I would like some advice, nice word..I don't know...

 

I've been dating a guy for 8 months, we have known each other for years but we were not so close. He is divorced and have one kid. I had few hard breakups and he had two really hard heart breaks ( marriage and a girl before). We talked about it, we talked about EVERYTHING. We were flirting few years ago but nothing happened and it was a funny thing since we both liked each other but decided to go separate ways. This 8 months was super. I have never had such sincere conversations about every subject and thing in our lives. We shared everything. He initiated calls, texts, weekends, dates..he even introduced me to his kid even though I thought it was early. Me and kid have a nice communication and I always planned everything according to his obligations with a kid.

 

After 5 months we had first break up that last seven days - he had financial crises, which I knew and helped him as much as I could - but he was depressed about it and one day texted me a looooong message about how he feels like he can't afford me anything in life. He gave me back my things without even looking at me. I wanted to talk, saying that I understand the situation and that I am there for him and his kid, but had to let it go cause he shout me out.

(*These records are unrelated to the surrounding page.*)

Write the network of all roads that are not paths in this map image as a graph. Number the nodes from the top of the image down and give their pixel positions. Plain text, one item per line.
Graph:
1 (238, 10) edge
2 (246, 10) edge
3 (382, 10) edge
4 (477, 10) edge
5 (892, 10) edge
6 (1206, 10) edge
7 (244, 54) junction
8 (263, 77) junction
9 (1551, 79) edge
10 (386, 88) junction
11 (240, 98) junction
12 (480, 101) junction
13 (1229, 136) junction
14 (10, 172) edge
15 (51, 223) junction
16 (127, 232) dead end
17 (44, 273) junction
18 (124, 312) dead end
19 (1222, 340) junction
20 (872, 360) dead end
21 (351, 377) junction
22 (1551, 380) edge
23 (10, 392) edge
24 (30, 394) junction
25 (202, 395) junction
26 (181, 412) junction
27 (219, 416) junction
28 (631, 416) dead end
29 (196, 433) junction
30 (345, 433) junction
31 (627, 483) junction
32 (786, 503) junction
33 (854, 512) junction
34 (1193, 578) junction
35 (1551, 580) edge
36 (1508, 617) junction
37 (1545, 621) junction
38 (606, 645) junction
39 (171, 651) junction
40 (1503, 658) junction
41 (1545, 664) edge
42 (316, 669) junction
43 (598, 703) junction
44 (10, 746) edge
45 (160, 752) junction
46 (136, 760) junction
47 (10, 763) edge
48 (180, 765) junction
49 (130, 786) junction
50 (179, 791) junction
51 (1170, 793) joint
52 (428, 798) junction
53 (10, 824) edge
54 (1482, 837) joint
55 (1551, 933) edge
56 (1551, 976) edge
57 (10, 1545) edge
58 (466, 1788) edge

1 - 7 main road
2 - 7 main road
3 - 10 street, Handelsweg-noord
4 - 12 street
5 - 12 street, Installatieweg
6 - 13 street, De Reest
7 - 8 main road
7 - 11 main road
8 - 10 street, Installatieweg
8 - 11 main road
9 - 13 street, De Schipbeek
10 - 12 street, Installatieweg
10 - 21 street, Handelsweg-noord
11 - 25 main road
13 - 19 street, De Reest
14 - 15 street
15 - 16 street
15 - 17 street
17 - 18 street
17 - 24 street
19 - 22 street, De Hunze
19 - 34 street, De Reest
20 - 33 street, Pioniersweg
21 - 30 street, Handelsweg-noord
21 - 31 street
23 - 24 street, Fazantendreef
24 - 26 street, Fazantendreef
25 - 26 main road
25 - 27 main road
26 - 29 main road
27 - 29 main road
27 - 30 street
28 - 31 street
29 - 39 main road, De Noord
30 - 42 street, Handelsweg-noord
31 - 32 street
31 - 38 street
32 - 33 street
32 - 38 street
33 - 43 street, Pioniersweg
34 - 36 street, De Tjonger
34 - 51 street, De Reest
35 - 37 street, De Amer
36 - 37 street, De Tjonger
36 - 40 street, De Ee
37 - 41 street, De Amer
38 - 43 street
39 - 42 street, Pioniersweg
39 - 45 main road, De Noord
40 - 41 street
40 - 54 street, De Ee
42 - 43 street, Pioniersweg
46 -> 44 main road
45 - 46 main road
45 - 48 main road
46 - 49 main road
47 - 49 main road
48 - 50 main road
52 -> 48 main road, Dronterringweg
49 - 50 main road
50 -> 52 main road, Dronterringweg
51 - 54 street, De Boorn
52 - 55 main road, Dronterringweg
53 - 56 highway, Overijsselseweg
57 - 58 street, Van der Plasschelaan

After seven days he texted me out of blue and we talked and he told me what kind of problems he has so I told him I will help him if that is the reason of our break up, not lack of emotions. He said that because of his emotions he felt guilty not giving me anything he wanted, and that he has problems showing me his emotions.

 

We started again and he was great. He initiated our dates even more, he planned the trip for the weekend. He talked about me to his friends, even telling me about our future.

 

One day he asked will I leave him cause he is not so good in showing his emotions and will I feel unloved because of that, and that he will try to find a way to show me in his way how he feels. He even told me he feels like a lucky man because of me.

 

Few days ago he again had family issues ( regarding to financial situation because he just start working) and he was really strange about it.

 

Two days ago he texted me in the morning, I was at work, everything was ok ( day before we saw each other). But later in the noon he texted me that he has to tell me that for this 8 month he has no feelings for me, AT ALL. That he tried everyday but nothing and that we should split.

 

I was shocked. First I can't imagine that a person who is almost 35 years old can force himself to a relationship where you spend almost everyday with that person ( and you initiate) , you call that person almost every hour to speak with her, and plan even more kids with that person.

 

First I asked was I not worth the time to sit with me and talk because of the text break up, then I asked again for my things from his apartment but he "has no time and will call me".

 

I know it's not the other girl, I think it's a pressure again about the life situation ( he couldn't afford anything for the kid last few months) but is it possible to force yourself for 8 month to be with someone every day? Few days ago I picked him and his friend from the bar , he was drunk and he was laughing and smiling to me and saying he is happy and saying to friends "look at my girl". I am really confused, and not sure di I want to try to talk to him cause he really hurts me with those word about no emotions at all. My friends says he is under pressure and he will come back cause he is more into me, but I don't know what to say. When someone turns cold in few hours for the second time I am npt sure would I trust him againg. But on the other side I know the problems he is going threw, I had the same one last year and I didn't have anyone like he has now.

 

Sorry for a long post...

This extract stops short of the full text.